The present invention relates to a modulated intensity output solid state laser and, more particularly, to a modulated intensity output vertical cavity surface emitting solid state laser.
Large numbers of closely spaced lateral circuit interconnections, extending between various portions of individual integrated circuit chips, between various integrated circuit chips mounted on a printed circuit board, and between various printed circuit boards mounted in a system, that can each transmit large numbers of signal symbols with extreme rapidity are increasingly needed. These interconnections are needed to move, between selected locations, the large amounts of data generated by very fast signal processors that appear on signal busses for transmitting signal symbols representing such data, data that is to be received and sent by those processors and by various related data receiving, using, generating and transmitting devices.
As chip area and board mounted component density increases, the numbers of unavoidable, but unwanted, electrical circuit couplings, or parasitics, will most certainly increase substantially. Dynamic power dissipation in on-chip and off-chip circuits for operating circuit interconnections comprises the vast majority of total power consumed. Dynamic dissipation scales linearly with switching speed, and so power consumption per line in electrical interconnections can be expected to soon outstrip that of their optical interconnection counterparts where the power dissipation is essentially independent of signal path length over those interconnections. Hence, there will be transitions in the future to optical interconnection based system architectures.
These optical interconnection arrangements will require low cost, low power, directly modulated, high-reliability, single-chip laser sources and source arrays operating at data rates in excess of 17 Gbps, now, but capable of reaching 100 Gbps in the future, to meet the demands of existing, and emerging future, serial chip and board data communications requirements. Such required capabilities for the laser sources lead to difficult requirements to be met by those sources in terms of power dissipation, reliability, and interconnection spatial densities.
Single lasers and one dimensional and two-dimensional laser arrays are needed for fiber optic links, board-to-board and chi-to-chip links. Each laser should dissipate less than 2 to 5 mW/laser. Reliability must be greater than 100,000 hours (10 years) at a minimum. Device-to-device uniformity needs to be high (variations being less than 5%), and device aging characteristics must be sufficiently slow to eliminate any need for power monitoring. Low device lasing thresholds and high modulation efficiencies will be required to minimize electrical power drains in the laser driver arrays. In addition, in the case of intra-chip optical interconnects, thermal dissipations pose a particularly challenging problem as the components may be expected to operate at ambient temperatures in excess of 80 C. This not only will have a significant impact on device intrinsic bandwidth, but on device reliability as well.
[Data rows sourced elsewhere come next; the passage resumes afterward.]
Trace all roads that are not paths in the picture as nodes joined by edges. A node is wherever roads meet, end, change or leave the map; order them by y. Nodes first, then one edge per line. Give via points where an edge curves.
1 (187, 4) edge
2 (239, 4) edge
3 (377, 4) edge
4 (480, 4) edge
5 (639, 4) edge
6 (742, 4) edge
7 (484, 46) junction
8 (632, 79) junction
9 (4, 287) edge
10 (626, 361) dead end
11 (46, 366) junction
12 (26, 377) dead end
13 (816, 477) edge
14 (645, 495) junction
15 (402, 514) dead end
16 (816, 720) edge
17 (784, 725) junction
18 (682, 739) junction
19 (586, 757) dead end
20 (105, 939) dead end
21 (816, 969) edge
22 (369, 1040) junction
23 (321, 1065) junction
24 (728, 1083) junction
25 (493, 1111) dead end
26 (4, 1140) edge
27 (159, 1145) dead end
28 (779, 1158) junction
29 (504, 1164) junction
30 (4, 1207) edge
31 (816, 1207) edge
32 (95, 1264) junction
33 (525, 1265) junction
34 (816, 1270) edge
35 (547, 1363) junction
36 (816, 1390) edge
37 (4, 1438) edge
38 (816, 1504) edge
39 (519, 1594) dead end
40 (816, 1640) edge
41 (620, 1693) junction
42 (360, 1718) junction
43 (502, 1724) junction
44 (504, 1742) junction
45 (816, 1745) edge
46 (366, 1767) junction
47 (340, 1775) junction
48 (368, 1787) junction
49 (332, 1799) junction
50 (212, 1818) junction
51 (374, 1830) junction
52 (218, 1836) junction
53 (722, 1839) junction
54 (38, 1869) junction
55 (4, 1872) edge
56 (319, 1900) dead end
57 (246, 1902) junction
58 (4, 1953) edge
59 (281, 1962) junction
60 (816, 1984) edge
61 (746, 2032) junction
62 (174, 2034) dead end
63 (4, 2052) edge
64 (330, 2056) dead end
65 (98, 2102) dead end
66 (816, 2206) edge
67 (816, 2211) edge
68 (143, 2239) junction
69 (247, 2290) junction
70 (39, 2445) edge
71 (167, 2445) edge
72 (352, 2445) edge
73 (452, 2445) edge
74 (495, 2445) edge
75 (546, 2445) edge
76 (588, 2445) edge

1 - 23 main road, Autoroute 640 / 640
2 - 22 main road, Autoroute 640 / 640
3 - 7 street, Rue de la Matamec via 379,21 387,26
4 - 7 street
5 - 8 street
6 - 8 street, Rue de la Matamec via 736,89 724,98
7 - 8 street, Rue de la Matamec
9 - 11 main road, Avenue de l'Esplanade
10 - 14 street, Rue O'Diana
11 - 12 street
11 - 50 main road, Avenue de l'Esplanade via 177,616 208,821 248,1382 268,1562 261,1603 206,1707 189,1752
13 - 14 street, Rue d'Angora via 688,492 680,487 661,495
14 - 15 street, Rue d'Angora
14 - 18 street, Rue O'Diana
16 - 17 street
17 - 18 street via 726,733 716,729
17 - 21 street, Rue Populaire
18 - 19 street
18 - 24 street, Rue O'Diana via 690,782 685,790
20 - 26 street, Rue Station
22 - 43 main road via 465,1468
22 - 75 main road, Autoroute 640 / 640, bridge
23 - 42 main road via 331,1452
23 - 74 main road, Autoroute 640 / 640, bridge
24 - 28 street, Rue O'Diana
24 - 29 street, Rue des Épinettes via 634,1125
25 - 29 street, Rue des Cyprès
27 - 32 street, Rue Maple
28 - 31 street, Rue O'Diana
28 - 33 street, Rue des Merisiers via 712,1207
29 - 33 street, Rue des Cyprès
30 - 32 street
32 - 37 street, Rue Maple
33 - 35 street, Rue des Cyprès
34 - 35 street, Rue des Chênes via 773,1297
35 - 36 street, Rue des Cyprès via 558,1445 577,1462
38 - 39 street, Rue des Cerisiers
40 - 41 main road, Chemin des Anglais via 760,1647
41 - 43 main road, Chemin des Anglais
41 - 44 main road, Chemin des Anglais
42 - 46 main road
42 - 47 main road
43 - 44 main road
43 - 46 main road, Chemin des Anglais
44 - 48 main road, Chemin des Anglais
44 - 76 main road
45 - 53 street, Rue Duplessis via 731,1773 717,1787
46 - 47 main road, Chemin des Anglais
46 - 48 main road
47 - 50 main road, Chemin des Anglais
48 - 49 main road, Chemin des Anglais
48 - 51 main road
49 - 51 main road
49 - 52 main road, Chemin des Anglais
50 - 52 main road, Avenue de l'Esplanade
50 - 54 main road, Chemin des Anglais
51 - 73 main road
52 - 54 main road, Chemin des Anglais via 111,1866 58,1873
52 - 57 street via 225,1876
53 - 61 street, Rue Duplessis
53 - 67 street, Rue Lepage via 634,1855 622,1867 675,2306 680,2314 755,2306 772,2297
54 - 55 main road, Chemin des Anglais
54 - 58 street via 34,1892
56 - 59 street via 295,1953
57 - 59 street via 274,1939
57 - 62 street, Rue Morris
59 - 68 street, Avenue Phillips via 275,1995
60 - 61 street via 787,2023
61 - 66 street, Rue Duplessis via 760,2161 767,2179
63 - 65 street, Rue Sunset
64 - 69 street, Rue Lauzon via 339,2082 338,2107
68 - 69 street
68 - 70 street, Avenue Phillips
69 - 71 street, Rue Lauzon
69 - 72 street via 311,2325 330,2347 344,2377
Vertical cavity surface emitting lasers (VCSELs) have been found to be suitable laser sources for short transmission distance optical networks with 10 Gbps VCSELs being the laser devices with the largest modulation rates commercially available today. VCSELs thus are the dominant light emission source for short transmission distance optical interconnection arrangements and local area networks because of their large modulation rate capabilities, low power consumption, spatially dense device array integration, and low cost manufacturing of those devices when made in sufficiently large numbers.
VCSEL sources that are directly modulated to correspondingly vary the emitted light intensity at large modulation rates offer a substantial decrease in cost over the typical alternative, a CW laser operated in conjunction with an external adjacent electro-absorption modulator. An important figure of merit for modulation rates in lasers is the −3 dB small-signal modulation bandwidth that is defined as the point at which the modulated optical output, measured as a function of frequency, is reduced to half of its low modulation rate value. A variety of methods have been used to achieve greater modulation rates of light intensities emitted by VCSELs. These have included use of metal contacts on polymer layers as well as ion implantation to reduce device capacitance to achieve small-signal modulation bandwidths of 16 to 20 GHz. Although state-of-art VCSELs in laboratories have been demonstrated to provide modulation bandwidths of 40 Gbps, current VCSEL technology makes achieving modulation bandwidths greater than 10 Gbps in practice very difficult because of reduced device reliability if operated at the large current densities required to do so. Therefore, VCSELs that can be reliably operated with greater modulation bandwidths are desired.